# What you are asked to do:
When a line of the material has the word "controls" in it, copy that line.

────────

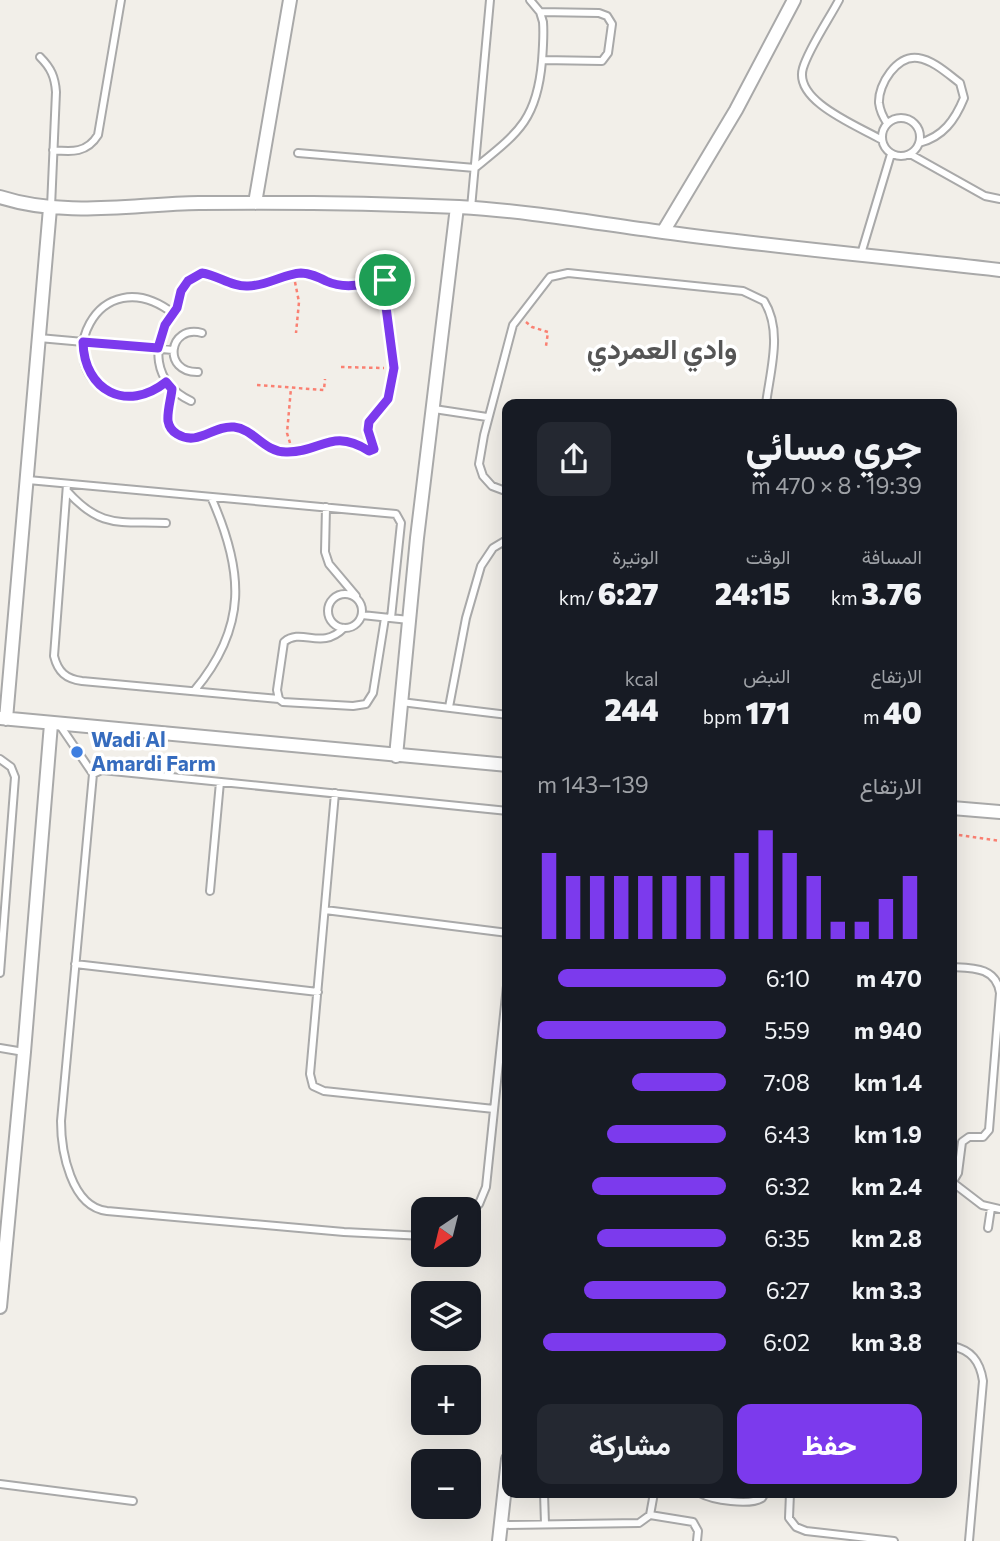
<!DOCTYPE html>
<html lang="ar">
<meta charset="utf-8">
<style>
:root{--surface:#171b24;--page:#242831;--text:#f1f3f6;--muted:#9ea1a6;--accent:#7c3aed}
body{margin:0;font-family:Commissioner,Vazirmatn,sans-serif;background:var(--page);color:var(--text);direction:rtl;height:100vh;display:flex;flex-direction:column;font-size:26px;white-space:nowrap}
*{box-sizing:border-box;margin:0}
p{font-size:23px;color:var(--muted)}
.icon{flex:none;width:38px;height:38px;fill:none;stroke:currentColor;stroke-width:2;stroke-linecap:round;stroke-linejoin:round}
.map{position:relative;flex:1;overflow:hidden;direction:ltr}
.details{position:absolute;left:502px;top:399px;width:455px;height:1099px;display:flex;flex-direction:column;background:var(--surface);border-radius:14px;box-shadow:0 7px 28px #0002;direction:rtl}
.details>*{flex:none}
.needle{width:46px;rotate:215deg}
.controls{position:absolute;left:411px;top:1197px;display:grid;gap:14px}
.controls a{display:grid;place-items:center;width:70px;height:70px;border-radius:14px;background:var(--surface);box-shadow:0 7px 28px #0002;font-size:35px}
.pin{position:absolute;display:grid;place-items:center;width:60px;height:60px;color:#fff;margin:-30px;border:4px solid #fff;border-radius:50%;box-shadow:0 2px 7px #0007}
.round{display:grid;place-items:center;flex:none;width:74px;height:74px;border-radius:14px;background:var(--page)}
.summary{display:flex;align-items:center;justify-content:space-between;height:119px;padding:0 35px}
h1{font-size:38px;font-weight:800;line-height:52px}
.metrics{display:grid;grid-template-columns:repeat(3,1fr);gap:10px;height:119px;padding:7px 35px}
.metrics div{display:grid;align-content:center}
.metrics b{font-size:30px;font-weight:800}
.metrics small{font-size:19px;font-weight:400}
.metrics p{font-size:19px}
.chart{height:196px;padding:14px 35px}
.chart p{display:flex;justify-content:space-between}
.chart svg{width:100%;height:126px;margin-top:7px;stroke:var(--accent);stroke-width:6}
.primary-button{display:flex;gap:14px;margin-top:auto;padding:14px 35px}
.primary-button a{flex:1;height:80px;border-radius:14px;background:var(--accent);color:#fff;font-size:28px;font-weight:800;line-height:80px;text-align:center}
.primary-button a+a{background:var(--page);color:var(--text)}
ul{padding:0 35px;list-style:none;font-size:23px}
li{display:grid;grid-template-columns:112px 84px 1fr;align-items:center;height:52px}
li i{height:18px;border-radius:9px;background:var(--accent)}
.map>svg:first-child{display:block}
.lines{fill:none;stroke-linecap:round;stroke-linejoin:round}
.service-casing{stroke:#a9a9a9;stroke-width:10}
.minor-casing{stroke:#a9a9a9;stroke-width:16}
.path{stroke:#fa8072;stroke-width:2.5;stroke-dasharray:3.5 3.5;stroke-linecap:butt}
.service{stroke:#fff;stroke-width:6}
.minor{stroke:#fff;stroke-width:12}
.route-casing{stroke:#fff;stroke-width:14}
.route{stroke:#7c3aed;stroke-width:9}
.shop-dot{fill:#3f7fe0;stroke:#fff;stroke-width:2.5}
.labels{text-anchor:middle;stroke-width:7;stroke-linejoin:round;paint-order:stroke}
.shop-label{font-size:21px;font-weight:bold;fill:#366cbe;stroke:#fff;text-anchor:start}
.district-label{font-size:28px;font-weight:bold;fill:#555;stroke:#fff}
</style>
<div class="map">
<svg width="1000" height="1541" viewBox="0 0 1000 1541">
<rect width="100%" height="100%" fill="#f2efe9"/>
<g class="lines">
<defs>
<path id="service" d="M839 0C829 19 809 48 803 68 793 101 858 126 882 140
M540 12 599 13 607 16 612 24 608 53 602 61 542 60
M40 57C51 68 55 77 56 92L51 207
M882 137a19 19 0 1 1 38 0a19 19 0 1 1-38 0Z
M887 123C883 117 880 111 879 103 878 84 897 55 918 58 933 60 948 74 960 83L964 98C955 120 943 137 919 143
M53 150C72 152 87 153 98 135L121 0
M298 153 475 168C518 133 537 120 542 61 543 48 544 35 543 22L540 12 530 0
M910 154 985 196 1000 199
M471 208 490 0
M861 254 891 154
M39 338 173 350
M198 372C162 373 168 324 202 333
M166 382C151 394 135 400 116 394 46 372 97 254 174 314
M172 389C171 401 163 420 172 431 190 449 208 430 227 427 249 424 259 448 279 452 300 455 317 442 337 441 351 440 360 448 372 451L375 446C359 411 383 418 391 390 399 362 388 337 386 309 385 300 388 291 387 282L379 279C362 286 344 289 327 282 319 278 311 273 302 273 280 274 262 289 239 286 225 284 209 267 194 276 179 284 183 300 174 312 164 328 156 342 159 362 162 381 174 393 191 401
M434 409 487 417
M28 480 396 514 401 523 391 618
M67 484 54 656C58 672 66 679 82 681L279 699
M67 491C101 529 119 521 166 523
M508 492 492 486 483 476 479 464 484 435 513 325 550 277 568 273 743 291 764 301C783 331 770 371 766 404
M326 507 325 552 329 564 356 596
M328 611a17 17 0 1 1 34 0a17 17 0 1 1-34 0Z
M362 615 409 620
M344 628C321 651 302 627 284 642L277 690 279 699 283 702 353 706 366 704 373 693 385 618
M194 691C248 627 244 571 211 497
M401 702 508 715
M449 707 466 618 481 566 493 548 508 539
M59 724 93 774 61 1121C61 1151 71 1207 107 1211L344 1232 424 1236
M0 759 11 767 15 777 0 973
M93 774 102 770 508 811
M335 793 310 1074 313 1086 324 1091 494 1109
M210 891 220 782
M325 910 508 933
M75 964 318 992
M952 967C973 968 996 967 1000 993L989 1130 983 1137H969L962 1142 958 1173 952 1183
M0 1048 24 1052
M952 1182 982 1205 1000 1209
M469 1212 479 1204 486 1187 508 976
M988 1228 991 1208
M952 1346C971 1350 980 1361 983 1381L969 1541
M0 1484 133 1501
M544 1493 545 1524
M700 1493C713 1500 749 1506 762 1498L765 1493
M790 1493 789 1518 796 1527 806 1531 894 1541
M650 1515 693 1522 698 1531 697 1541
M501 1525 639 1523 650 1515 654 1493"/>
<path id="minor" d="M0 197C66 218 132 204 199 203 285 202 374 203 459 207 528 211 595 223 663 232 775 247 888 257 1000 270
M255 203 290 0
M663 232 736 110 794 0
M0 718 508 765
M6 719 50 208
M396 756 417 538 457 207
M952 808 1000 812
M0 1307 24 1052 51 724
M499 1541 508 1459"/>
</defs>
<use href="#service" class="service-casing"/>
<use href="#minor" class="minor-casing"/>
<path class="path" d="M295 282 299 302 296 333
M526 322 532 327 548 332 546 346
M341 367 384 368
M257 385 324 390 325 379
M290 443 287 433 291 388
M952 834 1000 841"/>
<use href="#service" class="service"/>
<use href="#minor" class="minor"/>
</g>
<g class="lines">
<defs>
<path id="route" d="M202 273C218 275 231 287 248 286 267 286 283 274 301 273 310 273 318 277 326 281 344 289 362 286 379 279L387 282 386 307 394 368 388 399 369 422 368 430 374 449 369 451C331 427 321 453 286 452 264 452 254 429 234 427 213 425 198 447 177 434 172 431 169 427 168 421 167 411 171 399 172 389L166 382C127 413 84 391 83 342L158 348 165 325 177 308 181 291 188 281Z"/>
</defs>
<use href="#route" class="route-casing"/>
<use href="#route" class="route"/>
</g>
<circle class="shop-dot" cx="77" cy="752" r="7"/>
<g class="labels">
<g class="shop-label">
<text x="91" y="747">Wadi Al<tspan x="91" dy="24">Amardi Farm</tspan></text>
</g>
<g class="district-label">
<text x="662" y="359">وادي العمردي</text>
</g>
</g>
</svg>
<div class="controls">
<a><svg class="needle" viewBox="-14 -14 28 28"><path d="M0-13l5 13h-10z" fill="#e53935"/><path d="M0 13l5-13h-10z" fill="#9ea1a6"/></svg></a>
<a><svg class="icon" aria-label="layers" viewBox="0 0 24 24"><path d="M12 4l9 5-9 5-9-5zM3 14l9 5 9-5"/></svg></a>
<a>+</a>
<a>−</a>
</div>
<div class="pin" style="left:385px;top:280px;background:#1e9e55"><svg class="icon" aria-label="arrive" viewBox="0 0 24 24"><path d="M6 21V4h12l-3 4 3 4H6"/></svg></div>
<section class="details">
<div class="summary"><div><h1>جري مسائي</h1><p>19:39 · 8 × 470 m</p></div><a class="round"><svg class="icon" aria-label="share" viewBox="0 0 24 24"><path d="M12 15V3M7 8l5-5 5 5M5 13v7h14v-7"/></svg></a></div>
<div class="metrics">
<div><p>المسافة</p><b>3.76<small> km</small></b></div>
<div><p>الوقت</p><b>24:15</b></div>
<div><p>الوتيرة</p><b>6:27<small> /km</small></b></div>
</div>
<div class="metrics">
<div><p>الارتفاع</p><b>40<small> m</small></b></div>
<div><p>النبض</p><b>171<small> bpm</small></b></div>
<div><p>kcal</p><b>244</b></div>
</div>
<div class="chart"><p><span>الارتفاع</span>139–143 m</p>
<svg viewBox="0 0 160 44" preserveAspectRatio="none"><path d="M5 44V14M15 44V22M25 44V22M35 44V22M45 44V22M55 44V22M65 44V22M75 44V22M85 44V14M95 44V6M105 44V14M115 44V22M125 44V38M135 44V38M145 44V30M155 44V22"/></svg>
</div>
<ul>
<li><b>470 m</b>6:10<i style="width:89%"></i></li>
<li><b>940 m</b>5:59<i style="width:100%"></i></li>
<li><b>1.4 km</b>7:08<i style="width:50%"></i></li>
<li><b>1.9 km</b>6:43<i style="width:63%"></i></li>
<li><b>2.4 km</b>6:32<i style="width:71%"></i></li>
<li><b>2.8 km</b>6:35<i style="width:68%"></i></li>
<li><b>3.3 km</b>6:27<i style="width:75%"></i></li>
<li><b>3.8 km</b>6:02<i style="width:97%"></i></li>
</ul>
<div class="primary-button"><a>حفظ</a><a>مشاركة</a></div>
</section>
</div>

────────

# Written solution:
.controls{position:absolute;left:411px;top:1197px;display:grid;gap:14px}
.controls a{display:grid;place-items:center;width:70px;height:70px;border-radius:14px;background:var(--surface);box-shadow:0 7px 28px #0002;font-size:35px}
<div class="controls">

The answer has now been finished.